Duvar English – Anadolu Agency

Turkey on July 14 rejected EU condemnation of its decision to convert Istanbul’s Hagia Sophia into a mosque.

“Turkey rejects the words of condemnation used by the EU for turning Hagia Sophia back into a mosque,” Foreign Minister Mevlüt Çavuşoğlu said during a meeting with his Maltese counterpart.

“In Spain there are some mosques which were turned into churches,” he added, referring to EU member Spain’s eight-century Moorish heritage.

On July 10, a Turkish court annulled a 1934 Cabinet decree that had turned Hagia Sophia into a museum. Declaring the building a mosque, President Recep Tayyip Erdoğan said prayers would be held there within two weeks, in a move that drew international criticism.

On July 13, EU foreign ministers condemned the move.

Turkey has also slammed “outside attempts to judge its decision” on Hagia Sophia, saying they are attempts “to violate its sovereignty over an internal Turkish matter.”

Greece says Turkey is being ‘petty’ over Hagia Sophia

Greece, meanwhile, described Turkey’s Hagia Sophia decision as “unnecessary and petty” and called for tougher European Union action over Ankara’s gas exploration activities in the Mediterranean.

President Recep Tayyip Erdoğan’s move to switch the status of Hagia Sophia to a mosque has struck a raw nerve with many Greeks, who revere the sixth century building as a focal point of their Orthodox Christian faith.

Greece, whose relations with Turkey are fraught with historical tensions, says the matter is not a bilateral dispute.

“With this backward action, Turkey is opting to sever links with western world and its values,” Greek Prime Minister Kyriakos Mitsotakis said.

“Confronted with this unnecessary, petty initiative from Turkey, Greece is considering its response at all levels,” Mitsotakis said, in a reference to Hagia Sophia.

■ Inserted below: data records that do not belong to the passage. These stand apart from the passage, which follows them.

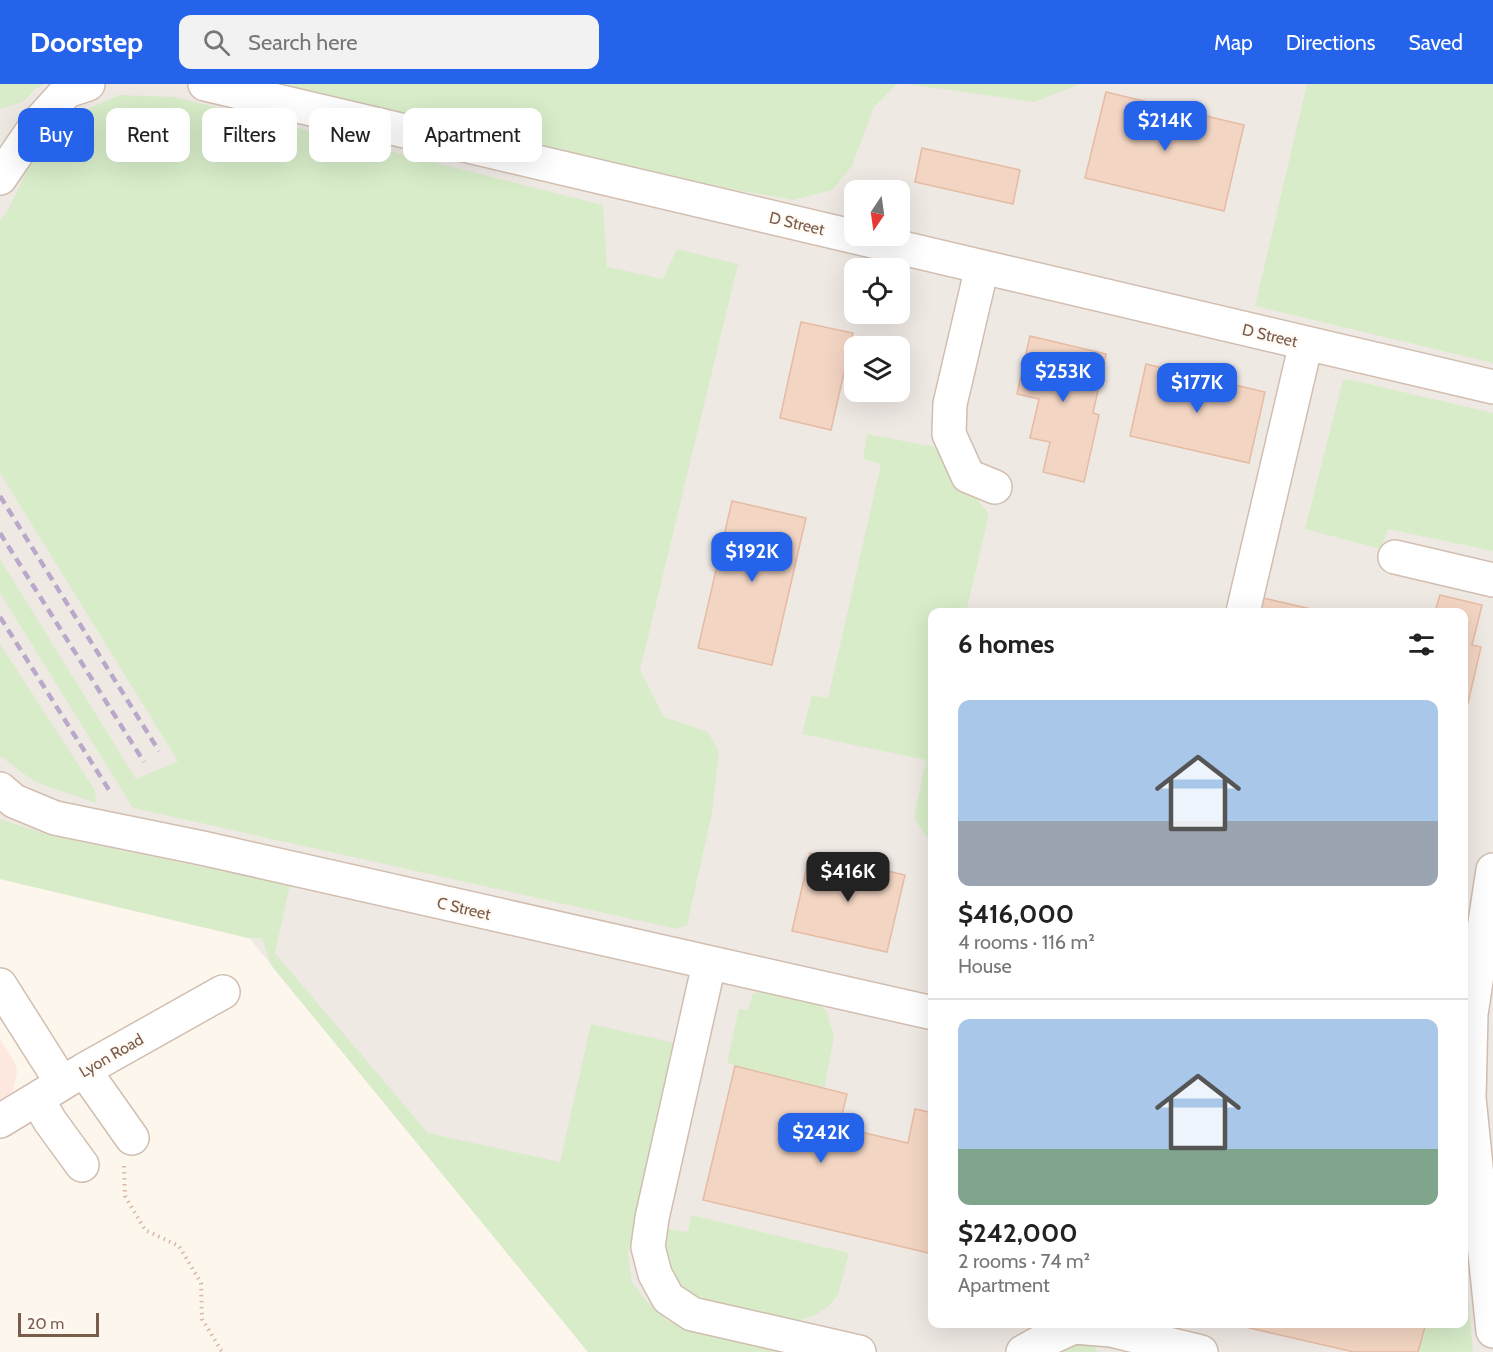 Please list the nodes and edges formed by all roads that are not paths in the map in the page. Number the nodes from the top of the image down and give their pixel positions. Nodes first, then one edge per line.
1 (88, 84) edge
2 (205, 84) edge
3 (0, 178) edge
4 (982, 267) junction
5 (1306, 343) junction
6 (1493, 387) edge
7 (995, 487) dead end
8 (1395, 557) dead end
9 (1493, 580) edge
10 (1244, 608) edge
11 (0, 789) edge
12 (1493, 870) edge
13 (709, 964) junction
14 (0, 985) edge
15 (223, 992) dead end
16 (928, 1012) edge
17 (61, 1084) junction
18 (0, 1121) edge
19 (1477, 1131) edge
20 (128, 1151) road end
21 (82, 1165) dead end
22 (1072, 1328) edge
23 (1087, 1328) edge
24 (1493, 1331) edge
25 (859, 1352) edge
26 (1023, 1352) edge
27 (1201, 1352) edge

1 - 3 street
2 - 4 street, D Street
4 - 5 street, D Street
4 - 7 street
5 - 6 street, D Street
5 - 10 street
8 - 9 street
11 - 13 street, C Street
12 - 19 street
13 - 16 street, C Street
13 - 25 street
14 - 17 street
15 - 17 street, Lyon Road
17 - 18 street, Lyon Road
17 - 20 street
17 - 21 street
19 - 24 street
22 - 26 street
23 - 27 street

Relations between Greece and Turkey are often tense over Cyprus, divided between its Greek and Turkish Cypriot populations.

Moves by the island’s Greek Cypriot-led government to explore for offshore natural gas have been countered by Turkish attempts at gas exploration in the same areas.

“Europe should once and for all draft a specific list of actions, and sanctions against a country which seeks to be a regional troublemaker, and which is evolving into a threat to the stability of the whole south-east Mediterranean region,” Mitsotakis said.